It costs a fortune to run a heritage museum – but they can turn a profit, if the profits are reinvested.
| Entrepreneur |
Peter Hiscock, AM, Executive Director |
| Company |
The Sovereign Hill Museums Association |
| Business type |
Heritage park and outdoor museum |
| Founded |
1970 |
| Head office |
Ballarat, Victoria |
| Contact details |
+61 3 5337 1106 |
Key Learning Points |
|
Financial management
Competent financial management must always remain a high priority.
Profit centres
In a diversified business, profit generators are essential.
Profit re-investment
Re-investing profits in further development builds the asset base.
|
The Sovereign Hill Story
If you had to design a financially successful business, you would probably avoid a high-maintenance, labour-intensive operation. You would also try to make the venture as attractive as possible to lenders and investors. On these criteria, Sovereign Hill - Ballarat's tribute to its Gold Rush past - should have failed financially years ago.
But Sovereign Hill has made a profit every year since it opened in 1970. It employs about 330 staff and puts about $30 million a year into the local economy. It does have a rapidly increasing maintenance bill, although it has never had to borrow to meet those costs. So how does a company limited by guarantee and run as a not-for-profit community-based organisation turn a profit?
Executive Director Peter Hiscock, who came to Sovereign Hill from a large Australian food manufacturer (Petersville Ltd), thinks his business background has helped. Hiscock says: “Sovereign Hill could be managed by a historian with an amateur interest in business, or by a business person with an amateur interest in history, and I am certainly the latter. I think it’s helped with the financial management, looking at the way in which we set up each of the profit centres, the way they are managed, the incentive for people individually managing those, and as well looking at the investment of funds from our Foundation. I think it helps to at least know your way around a balance sheet.”

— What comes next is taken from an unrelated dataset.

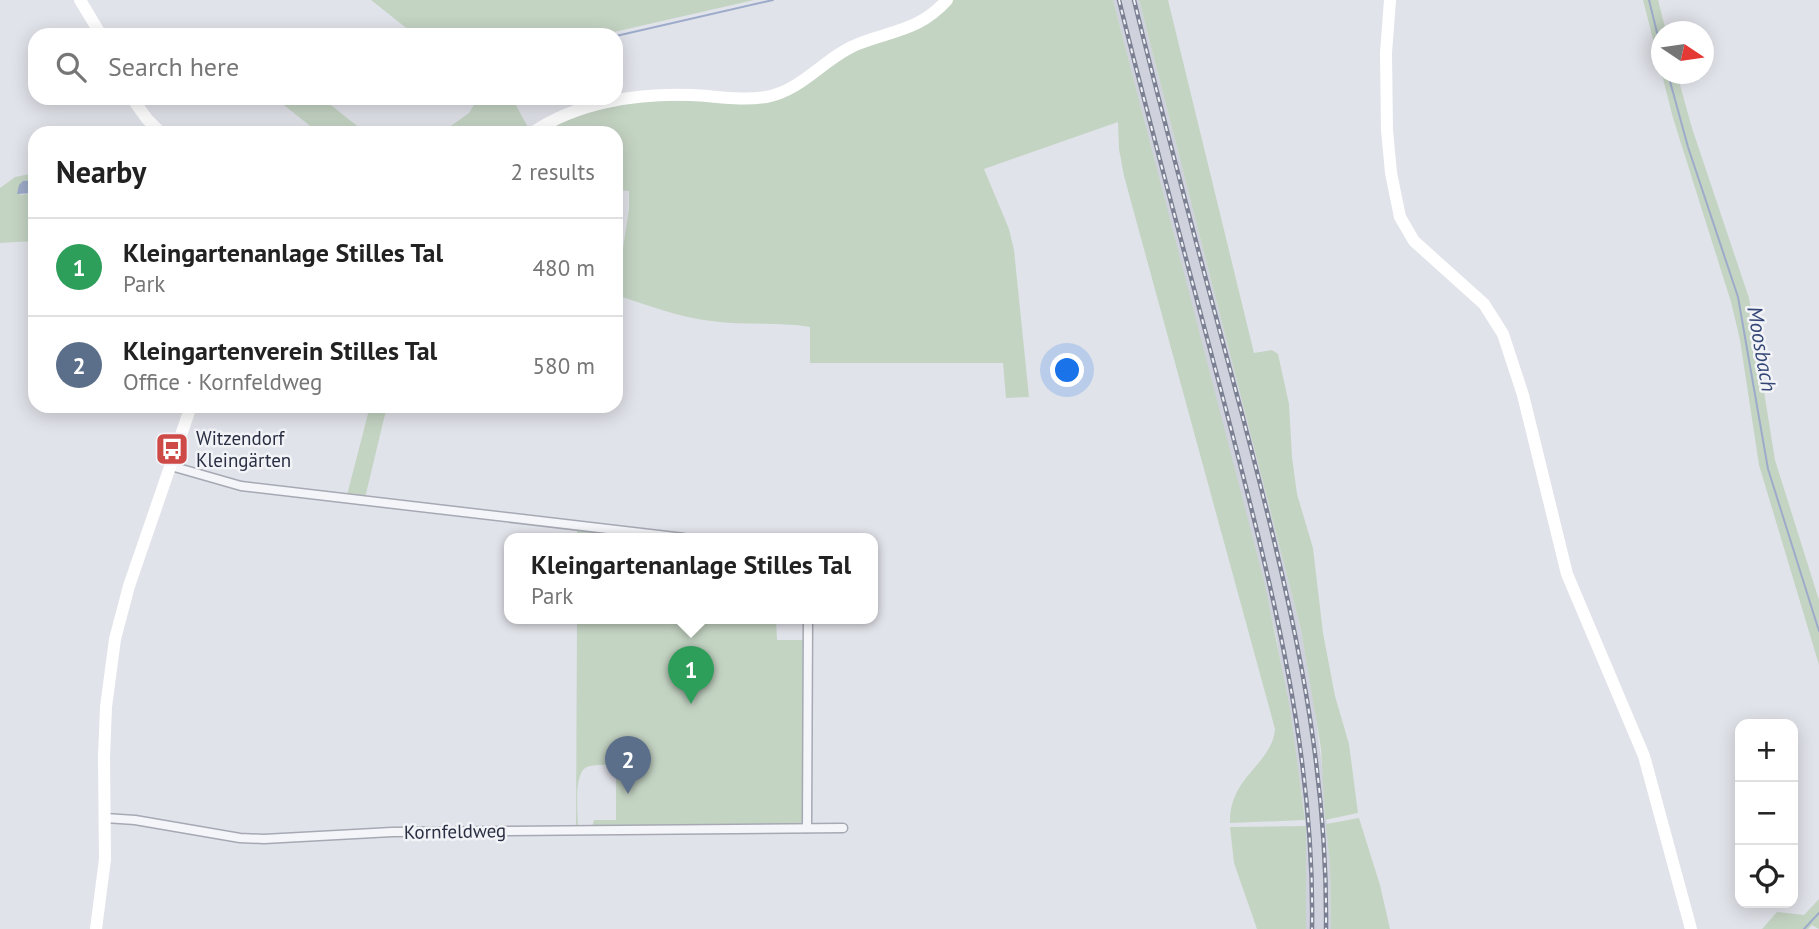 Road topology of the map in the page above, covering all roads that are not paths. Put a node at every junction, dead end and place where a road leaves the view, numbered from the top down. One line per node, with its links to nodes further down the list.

Sovereign Hill takes itself very seriously as an outdoor museum; it is one of the top ten in the world. All its buildings are based on originals known to have been in Ballarat in the period 1851-1861. There are many with shingle roofs and the site has five original buildings from that period. These assets and the huge collection of early mining machinery and other plant require continual maintenance.
Hiscock says: “The capital expenditure program needs to fund exhibit development - things which enhance Sovereign Hill as a visitor experience on the one hand, and the things which generate a profit on the other.”
Without shareholder pressure to worry about, the Association can afford to concentrate capital expenditure in specific areas for two or three years. For example, exhibit development is important - there must be new experiences and new things to see for the 500,000 visitors each year. Then the Association will invest in improving profit generators, such as more accommodation, restaurants, the kiosk and the gift shop.
Hiscock says: “The best profit generator for us has been the investment in visitor accommodation including facilities for about 250 schoolchildren on-site, and then upmarket accommodation with ensuite facilities for other visitors.”
The Association plans to increase its visitor accommodation over the next five years and will also re-invest in its sound-and-light show. “Not only is this a good [profit] generator,” says Hiscock, “but it has proved a wonderfully effective way of telling the Eureka story.”
Sovereign Hill’s longstanding financial philosophy of borrowing nothing and re-investing retained earnings from profits and depreciation in further development, augmented by outside sponsorships and donations, accounts for slightly more than half its current capitalisation of about $23 million.